Knowledge Graph or Knowledge Hub
A knowledge graph is a structured data model that stores entities and their relationships as connected nodes, so that querying one entity (a client, a project, a person) automatically surfaces the web of related entities without requiring separate lookups or manual cross-referencing.
Why a flat database fails pursuit teams
Most AEC firms store data in silos: a CRM holds client contacts, an ERP holds project financials, a shared drive holds proposal PDFs, and nobody's résumé system talks to any of them. A relational database can link two tables, but it doesn't natively represent the kind of multi-hop relationships that matter in a pursuit: the fact that a senior PM worked on a water treatment plant in 2019, that the project was delivered under CMAR, that the client was a municipal utility, and that the project won an ENR award. A knowledge graph holds all of that as a network of typed relationships, so a query about "CMAR experience with municipal utilities" traverses the graph and returns the right people, projects, and outcomes together. That traversal is what makes a knowledge graph qualitatively different from a filtered spreadsheet or a keyword search across a file server.
Where this shows up in an active pursuit
When a go/no-go decision hinges on whether the firm can demonstrate three comparable projects with relevant subconsultants already in place, someone has to find that evidence fast, usually inside a two-week RFP window. A knowledge graph makes that query answerable in seconds instead of hours because the relationships between project type, delivery method, client sector, geography, and staff are already encoded. The same structure supports Section H of an SF-330, where relevant project experience must map to specific personnel who actually worked on those projects: a graph with verified person-to-project relationships prevents the common mistake of listing a résumé holder who was nominally on a project but contributed nothing billable. At debrief, when a client scores the firm low on "demonstrated experience," the knowledge graph is also the right place to look for what was missing from the submission or incorrectly characterized.

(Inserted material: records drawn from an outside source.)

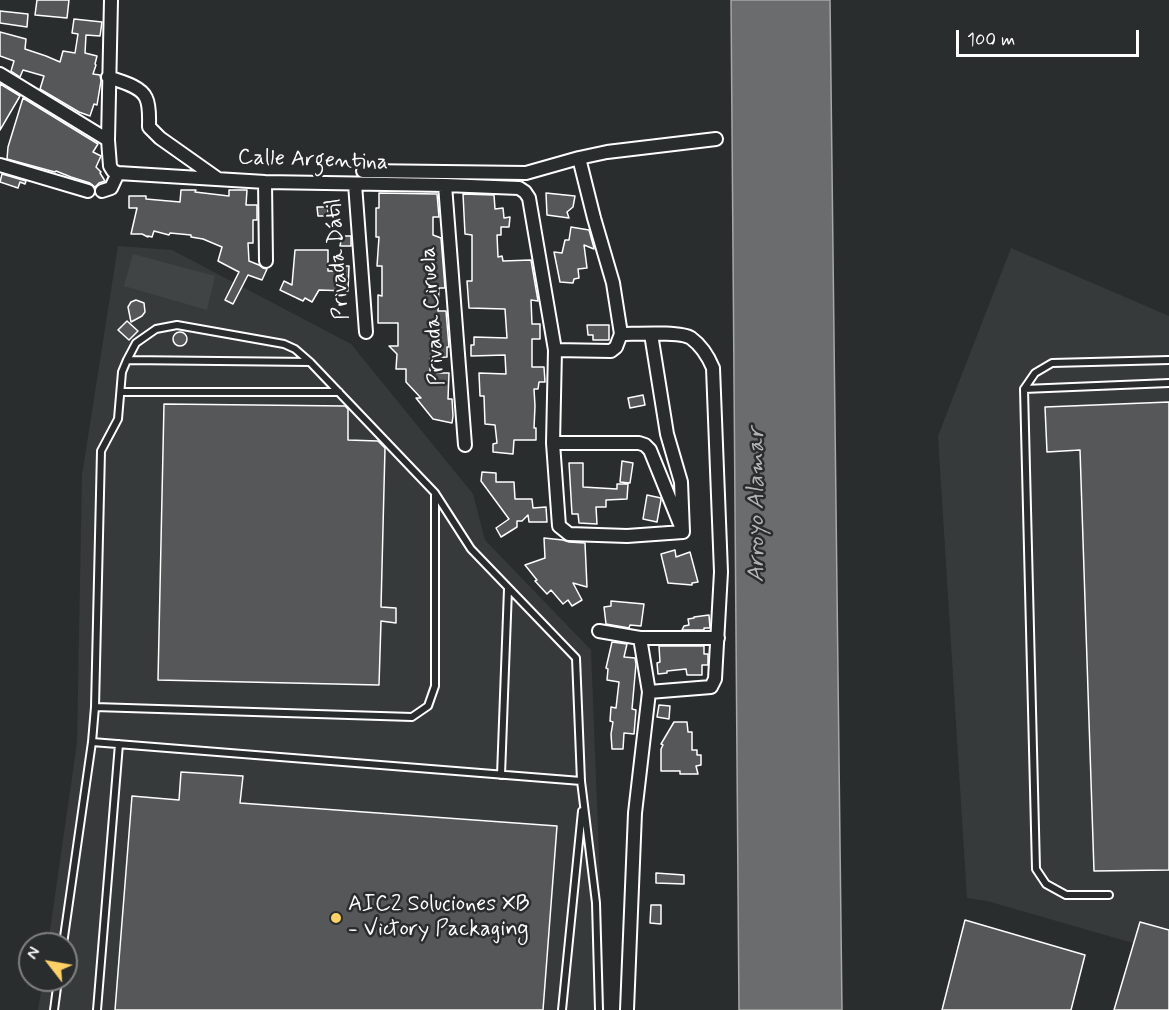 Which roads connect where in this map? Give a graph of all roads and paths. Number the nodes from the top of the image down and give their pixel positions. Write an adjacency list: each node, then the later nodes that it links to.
1 (111, 0): 3 (street)
2 (0, 74): 5 (street)
3 (108, 76): 5 (street); 11 (street)
4 (716, 139): 6 (street)
5 (108, 140): 8 (street)
6 (579, 158): 10 (street); 20 (street)
7 (0, 165): 16 (street)
8 (114, 169): 11 (street, Calle Argentina); 17 (street)
9 (363, 171): 10 (street)
10 (526, 173): 15 (street)
11 (219, 180): 12 (street, Calle Argentina)
12 (265, 182): 13 (street, Calle Argentina); 18 (street)
13 (355, 184): 14 (street, Calle Argentina); 19 (street, Privada Dátil)
14 (445, 185): 15 (street, Calle Argentina); 31 (street, Privada Ciruela)
15 (522, 190): 22 (street)
16 (88, 191)
17 (102, 191)
18 (266, 261)
19 (366, 332)
20 (621, 334): 21 (street); 22 (street)
21 (651, 334): 33 (street); 37 (street)
22 (555, 350): 30 (street)
23 (127, 360): 25 (lane); 25 (lane); 28 (lane)
24 (1169, 360): 27 (lane)
25 (310, 362): 29 (lane)
26 (1169, 383): 27 (lane)
27 (1024, 389): 45 (lane)
28 (121, 392): 29 (lane); 39 (lane)
29 (339, 392): 32 (lane)
30 (553, 443): 33 (street); 33 (street)
31 (465, 445)
32 (435, 493): 34 (lane); 39 (lane)
33 (683, 532)
34 (508, 589): 42 (lane); 43 (lane)
35 (599, 631): 36 (street)
36 (640, 638): 37 (street); 38 (street)
37 (718, 638): 38 (street)
38 (649, 692): 52 (street)
39 (95, 707): 40 (lane)
40 (92, 742): 41 (lane); 46 (lane)
41 (119, 744): 42 (lane); 49 (lane)
42 (501, 775): 43 (lane)
43 (581, 781): 44 (lane)
44 (583, 798): 50 (lane); 51 (lane)
45 (1109, 895)
46 (65, 932)
47 (56, 992): 48 (lane)
48 (54, 1010)
49 (97, 1010)
50 (562, 1010)
51 (599, 1010)
52 (627, 1010)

The difference between a knowledge graph and a content library
A content library stores documents and assets; a knowledge graph stores facts and their connections. Many firms conflate the two, which is why their "knowledge base" is actually a well-organized folder structure that still requires a human to read every file and synthesize the answer. The practical consequence is that a content library can surface a project write-up, but it can't tell you which of your civil engineers has worked on that project type in a coastal flood zone under a design-build delivery method with a budget over $50M. That kind of multi-attribute query requires graph structure. Kantiv builds this connected layer across a firm's proposal history, project data, and personnel records so that pursuit teams query relationships directly instead of reconstructing them from documents at the start of every pursuit.